Его зачислили в состав экипажа "Гелиос".
Он был такой счастливый и так радовался, когда узнал об этом. — У самого Сайлуса в этот момент затуманились глаза и с лёгкой улыбкой на устах, он отправился в страну счастливых воспоминаний. — Он просто не находил себе места от счастья. Завидовал ли я ему в тот момент? Конечно да! Но эта была белая зависть, такая, которая не заставляет предать ваши чувства по отношению к близкому человеку, к товарищу и другу. Я даже не подал вида, что завидую. Вацлав же, наверное, всё-таки понял мои чувства и поэтому уже старался не проявлять столь бурно свои собственные эмоции. Но всё-таки понял не до конца.
Потому что помимо зависти, я вдобавок сильно испугался за него, когда узнал о его назначении. Помня о прискорбных случаях с предшественниками "Гелиоса" я уже было хотел отговорить его от полёта. Но он был такой счастливый. Он летал на крыльях и всё не мог дождаться начала своего путешествия. И я не стал ему ничего говорить, не стал его отговаривать, хотя в душе моей был холодный страх за него.
Если бы тогда я увидел, разглядел хотя бы намёк на испуг. Если бы в его глазах в тот момент промелькнула бы хотя бы искра нежелания лететь, я бы его отговорил. Обязательно бы отговорил. Но ничего этого не было. Он действительно был счастлив и радовался как мальчишка. Он всей душой желал лететь, и я промолчал. Попытался скрыть от него все свои переживания, чтобы не испортить ему его личный праздник.
Мы уже были больше чем друзья. Мы даже перед самой отправкой его на "Гелиос", поклялись на крови, что никогда не забудем и, всегда будем помнить друг о друге, но отныне уже не как о закадычных друзьях, а как о кровных братьях.
-И вы, соглашаясь на спасательную операцию, в первую очередь надеялись встретить Вацлава? Надеялись снова встретиться со своим кровным братом? — тихо, как пастор, спросил Ямото, проявляя живейшее участие в переживаниях лейтенанта.
-Да, — согласно кивнул Джон, признаваясь самому себе в истинности своего желания участвовать в спасательной экспедиции. — Но я даже в страшном сне не мог представить, что увижу Вацлава в таком... — Здесь Джон запнулся от нахлынувших на него чувств, — состоянии. — Наконец выдавил он из себя, так и не найдя подходящего слова. — Я бы, наверное, смирился с его смертью, но вот с этим...
Больше Джон Сайлус сказать ни чего не смог. Он мелко задрожал. Лицо его покраснело, как и глаза. Но слезы так и не проступили. Вот что значит сила воли. Он сжал губы в ниточку и раздув ноздри, стал с какой-то злобой на самого себя, за проявленную слабость, вдыхать в себя воздух.

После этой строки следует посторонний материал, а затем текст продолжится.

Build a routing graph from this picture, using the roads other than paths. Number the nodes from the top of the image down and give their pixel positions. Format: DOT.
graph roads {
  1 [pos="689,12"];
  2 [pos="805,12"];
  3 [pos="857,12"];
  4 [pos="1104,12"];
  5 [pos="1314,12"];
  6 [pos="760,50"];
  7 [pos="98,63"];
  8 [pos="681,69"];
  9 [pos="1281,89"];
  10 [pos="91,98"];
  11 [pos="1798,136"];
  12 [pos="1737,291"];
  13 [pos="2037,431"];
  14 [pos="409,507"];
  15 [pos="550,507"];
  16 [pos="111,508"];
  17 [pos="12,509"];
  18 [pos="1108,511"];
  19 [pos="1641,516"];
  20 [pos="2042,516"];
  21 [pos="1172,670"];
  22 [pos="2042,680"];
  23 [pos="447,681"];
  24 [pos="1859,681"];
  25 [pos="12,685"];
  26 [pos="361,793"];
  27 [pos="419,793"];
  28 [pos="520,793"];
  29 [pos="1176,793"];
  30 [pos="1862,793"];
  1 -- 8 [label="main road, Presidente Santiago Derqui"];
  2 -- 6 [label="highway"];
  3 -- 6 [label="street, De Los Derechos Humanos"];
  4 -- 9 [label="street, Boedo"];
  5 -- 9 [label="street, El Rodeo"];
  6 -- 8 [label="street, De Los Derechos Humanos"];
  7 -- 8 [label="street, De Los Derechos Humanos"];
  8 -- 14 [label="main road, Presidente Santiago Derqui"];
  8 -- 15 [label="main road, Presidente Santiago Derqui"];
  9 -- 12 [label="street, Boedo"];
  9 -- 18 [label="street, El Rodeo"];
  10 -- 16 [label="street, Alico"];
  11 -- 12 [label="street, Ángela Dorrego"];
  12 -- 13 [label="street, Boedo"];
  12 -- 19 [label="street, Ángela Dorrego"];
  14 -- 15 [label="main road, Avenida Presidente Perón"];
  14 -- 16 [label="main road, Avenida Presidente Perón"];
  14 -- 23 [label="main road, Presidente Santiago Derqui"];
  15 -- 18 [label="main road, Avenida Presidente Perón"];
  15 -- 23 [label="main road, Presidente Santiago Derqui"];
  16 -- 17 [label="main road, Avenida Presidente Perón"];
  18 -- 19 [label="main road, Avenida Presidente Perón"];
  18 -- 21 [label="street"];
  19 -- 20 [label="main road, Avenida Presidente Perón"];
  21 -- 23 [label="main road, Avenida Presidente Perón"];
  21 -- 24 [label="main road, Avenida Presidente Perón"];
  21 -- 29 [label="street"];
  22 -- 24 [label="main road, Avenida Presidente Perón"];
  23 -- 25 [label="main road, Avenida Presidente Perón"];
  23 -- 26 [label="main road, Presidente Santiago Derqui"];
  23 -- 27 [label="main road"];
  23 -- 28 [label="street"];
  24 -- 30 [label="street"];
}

Потом, успокоившись немного и помассировав глаза, уже ровным, но настойчивым, с нотками мстительной злобы голосом поинтересовался:
-Что там произошло, пока я отсутствовал? Я хочу знать всё. Каждую деталь. Каждую секунду.
И Ямото поведал ему всё что знал. Потом они вместе прошли к разведчикам и те, перебивая друг друга, дополнили общую картину происшествия.
Джон внимательнейшим образом выслушал поведанную историю, живо сопереживая рассказчикам, сочувствуя им и жалея их, а ещё почему-то, не смотря на все поведанные ужасы, он завидовал им, и в глубине душе корил себя, что это он должен был тогда спасать Вацлава из лап жутких существ. Это его первым должен был увидеть Вацлав, перед тем как всё началось. И тогда возможно, будь оно всё так, всё что произошло, могло бы повернуться иначе, и они бы не потеряли стольких людей, в особенности...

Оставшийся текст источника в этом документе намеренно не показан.